Unofficial WhatsApp Library Gets End To End Encryption Before Official Clients 29
An anonymous reader writes Earlier last year WhatsApp announced partnership with Open WhisperSystems to integrate the ratcheting forward secrecy protocol found in their app called TextSecure, into WhatsApp. The protocol is supposed to provide end-to-end encryption between WhatsApp clients. So far it has been implemented only in WhatsApp on Android, with the rest of platforms yet to come. The implementation however has already made it into unofficial WhatsApp libraries which allow developers to use WhatsApp service in their applications, starting with a python-library called yowsup, and the rest will follow. It's worth mentioning that none of those libraries are supported nor approved by WhatsApp, so one has to wonder if WhatsApp is going to take some legal action (again) against them.

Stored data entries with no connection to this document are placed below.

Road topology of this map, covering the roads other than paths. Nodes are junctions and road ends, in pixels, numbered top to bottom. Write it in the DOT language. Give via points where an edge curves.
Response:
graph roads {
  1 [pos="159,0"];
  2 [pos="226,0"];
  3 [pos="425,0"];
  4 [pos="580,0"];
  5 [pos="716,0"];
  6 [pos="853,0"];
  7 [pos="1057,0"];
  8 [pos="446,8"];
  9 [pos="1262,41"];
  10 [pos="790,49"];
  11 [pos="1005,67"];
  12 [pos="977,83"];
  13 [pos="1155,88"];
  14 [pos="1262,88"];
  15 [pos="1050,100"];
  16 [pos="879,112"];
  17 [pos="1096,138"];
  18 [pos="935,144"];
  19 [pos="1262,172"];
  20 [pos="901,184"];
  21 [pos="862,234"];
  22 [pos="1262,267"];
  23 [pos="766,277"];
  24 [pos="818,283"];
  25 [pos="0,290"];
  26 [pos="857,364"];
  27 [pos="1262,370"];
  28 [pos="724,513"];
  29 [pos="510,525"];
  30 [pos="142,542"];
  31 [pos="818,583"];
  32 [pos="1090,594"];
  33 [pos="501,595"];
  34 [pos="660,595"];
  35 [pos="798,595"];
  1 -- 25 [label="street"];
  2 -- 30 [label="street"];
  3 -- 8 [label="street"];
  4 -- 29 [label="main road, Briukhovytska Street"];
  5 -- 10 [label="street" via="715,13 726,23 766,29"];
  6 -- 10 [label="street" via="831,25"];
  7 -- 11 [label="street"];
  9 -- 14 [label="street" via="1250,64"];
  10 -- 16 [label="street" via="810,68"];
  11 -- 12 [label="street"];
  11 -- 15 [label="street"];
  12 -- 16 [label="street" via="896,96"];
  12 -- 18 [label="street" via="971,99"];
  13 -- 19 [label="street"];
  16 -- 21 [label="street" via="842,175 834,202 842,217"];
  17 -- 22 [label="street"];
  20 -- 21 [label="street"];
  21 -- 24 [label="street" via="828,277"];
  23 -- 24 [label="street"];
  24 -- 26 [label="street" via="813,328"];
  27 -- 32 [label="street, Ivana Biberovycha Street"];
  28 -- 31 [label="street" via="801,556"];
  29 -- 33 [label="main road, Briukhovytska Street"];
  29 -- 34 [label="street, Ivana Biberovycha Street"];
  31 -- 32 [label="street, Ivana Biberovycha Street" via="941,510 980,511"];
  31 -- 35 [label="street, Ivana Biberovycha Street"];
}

Oh the irony (Score:5, Funny)
The implementation however has already made it into unofficial WhatsApp libraries which allow developers to use WhatsApp service in their applications, starting with a python-library called yowsup, and the rest will follow.
With the previous story being 2014: The Year We Learned How Vulnerable Third-Party Code Libraries Are
Re: (Score:3)
I mean come on now
OK (Score:3, Interesting)
Whatsapp is owned by Facebook, Facebook can not be trusted, Whispersystems is Moxie Marlinspikes gig, so has Moxie sold out? Possible but not probable so I'm going with "additional code" added to the package once the Facebook Balut's get their slimy claws on it.
What's a Balut?
https://en.wikipedia.org/wiki/... [wikipedia.org]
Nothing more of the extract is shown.